Megan Jones says she doesn’t mind the additional effort it takes to gear up for her morning bike ride. Tackling the cold through exercise gives her “an extra boost as I go through the day,” she says. “After battling wind chills, rain, snow or just even the plain cold, I know that I’ve already accomplished something even before hitting my desk.”
From Jo Zimmerman, a trainer and instructor of kinesiology at the University of Maryland, here are a few ways to stay comfortable and safe while exercising in the cold:
Layer your clothing so you can remove items as you warm up. Ideally, the outer layer would be windproof (check the label to make sure it still “breathes” to let moisture out) and the inner layer would wick moisture away from your body. Cover your head, hands and feet. Mittens are warmer than gloves. For longer runs or windy bike rides, try layering thin gloves under some larger mittens. Wool or wool-blend socks will feel warmer than cotton when damp. Hats are great, but a headband or earmuffs might be more comfortable for some people.

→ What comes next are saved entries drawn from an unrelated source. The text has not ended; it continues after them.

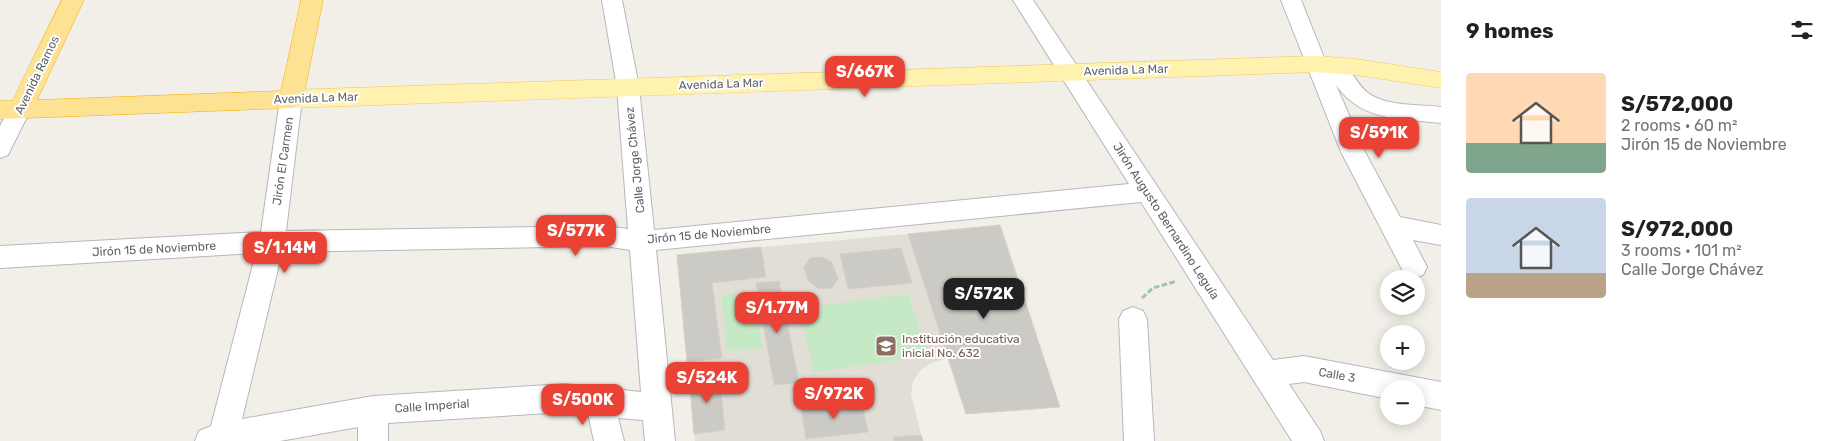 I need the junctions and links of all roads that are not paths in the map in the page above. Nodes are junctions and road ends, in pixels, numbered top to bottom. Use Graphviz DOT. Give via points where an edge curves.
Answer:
graph roads {
  1 [pos="73,0"];
  2 [pos="312,0"];
  3 [pos="612,0"];
  4 [pos="1024,0"];
  5 [pos="1291,0"];
  6 [pos="1324,65"];
  7 [pos="1071,72"];
  8 [pos="1441,80"];
  9 [pos="628,87"];
  10 [pos="291,99"];
  11 [pos="10,109"];
  12 [pos="1441,115"];
  13 [pos="0,149"];
  14 [pos="1146,192"];
  15 [pos="1393,226"];
  16 [pos="1441,235"];
  17 [pos="643,241"];
  18 [pos="272,242"];
  19 [pos="0,257"];
  20 [pos="1414,267"];
  21 [pos="1133,319"];
  22 [pos="1266,374"];
  23 [pos="1380,384"];
  24 [pos="1425,393"];
  25 [pos="1441,396"];
  26 [pos="600,402"];
  27 [pos="657,408"];
  28 [pos="373,410"];
  29 [pos="216,439"];
  30 [pos="373,441"];
  31 [pos="609,441"];
  32 [pos="660,441"];
  33 [pos="1139,441"];
  34 [pos="1309,441"];
  1 -- 11 [label="highway, Avenida Ramos"];
  2 -- 10 [label="highway, Jirón El Carmen"];
  3 -- 9 [label="street, Calle Jorge Chávez"];
  4 -- 7 [label="street, Jirón Augusto Bernardino Leguía"];
  5 -- 6 [label="street"];
  6 -- 7 [label="main road, Avenida La Mar"];
  6 -- 8 [label="main road, Avenida La Mar"];
  6 -- 12 [label="street" via="1364,101 1382,107"];
  6 -- 15 [label="street" via="1354,152"];
  7 -- 9 [label="main road, Avenida La Mar"];
  7 -- 14 [label="street, Jirón Augusto Bernardino Leguía"];
  9 -- 10 [label="main road, Avenida La Mar"];
  9 -- 17 [label="street, Calle Jorge Chávez"];
  10 -- 11 [label="highway, Avenida La Mar"];
  10 -- 18 [label="street, Jirón El Carmen"];
  11 -- 13 [label="street, Avenida Ramos"];
  14 -- 17 [label="street, Jirón 15 de Noviembre"];
  14 -- 22 [label="street, Jirón Augusto Bernardino Leguía"];
  15 -- 16 [label="street"];
  15 -- 20 [label="street"];
  17 -- 18 [label="street, Jirón 15 de Noviembre" via="605,236"];
  17 -- 27 [label="street, Calle Jorge Chávez"];
  18 -- 19 [label="street, Jirón 15 de Noviembre"];
  18 -- 29 [label="street, Jirón El Carmen"];
  21 -- 33 [label="street"];
  22 -- 23 [label="street, Calle 3" via="1304,369"];
  22 -- 34 [label="street, Jirón Augusto Bernardino Leguía"];
  24 -- 25 [label="street"];
  26 -- 27 [label="street, Calle Imperial"];
  26 -- 28 [label="street, Calle Imperial" via="565,398"];
  26 -- 31 [label="street"];
  27 -- 32 [label="street, Calle Jorge Chávez"];
  28 -- 29 [label="street, Calle Imperial"];
  28 -- 30 [label="street"];
}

Drinking throughout the day is the best strategy in any season, but especially in winter because cold-weather exercise might make it harder to think about drinking cold water.
You can still get a burn in winter if you are outside long enough. Also wear UV-protective sunglasses in strong daylight and in snowy conditions.
Make yourself visible
Shorter days mean more workouts in the dark. Wear reflectors or LED blinkers on your clothing or equipment. Brightly colored clothing can also enhance visibility during low-light or nighttime workouts.
Beware of ice
Roads, trails, sidewalks and even grassy areas can have icy patches, so try to think about those surfaces if the temperature is below freezing.
Warm up and cool down
In cold temperatures it is especially important to take time for the transition from low- to high-level activity and back again, but work quickly enough to avoid becoming chilled and uncomfortable. Five minutes of a low level of activity is usually enough, but for more intense exercise, a two-step warm-up might be smart.
When you’re finished, remove your cold, wet clothes in exchange for something warm and dry as soon as possible. A hot shower might be tempting, but a warm shower is a better idea. If your skin is chilled and a bit numb, you might not know that the shower is actually too hot.
In any extreme conditions, tell someone where you’re going, what you’re planning to do and when you expect to be back.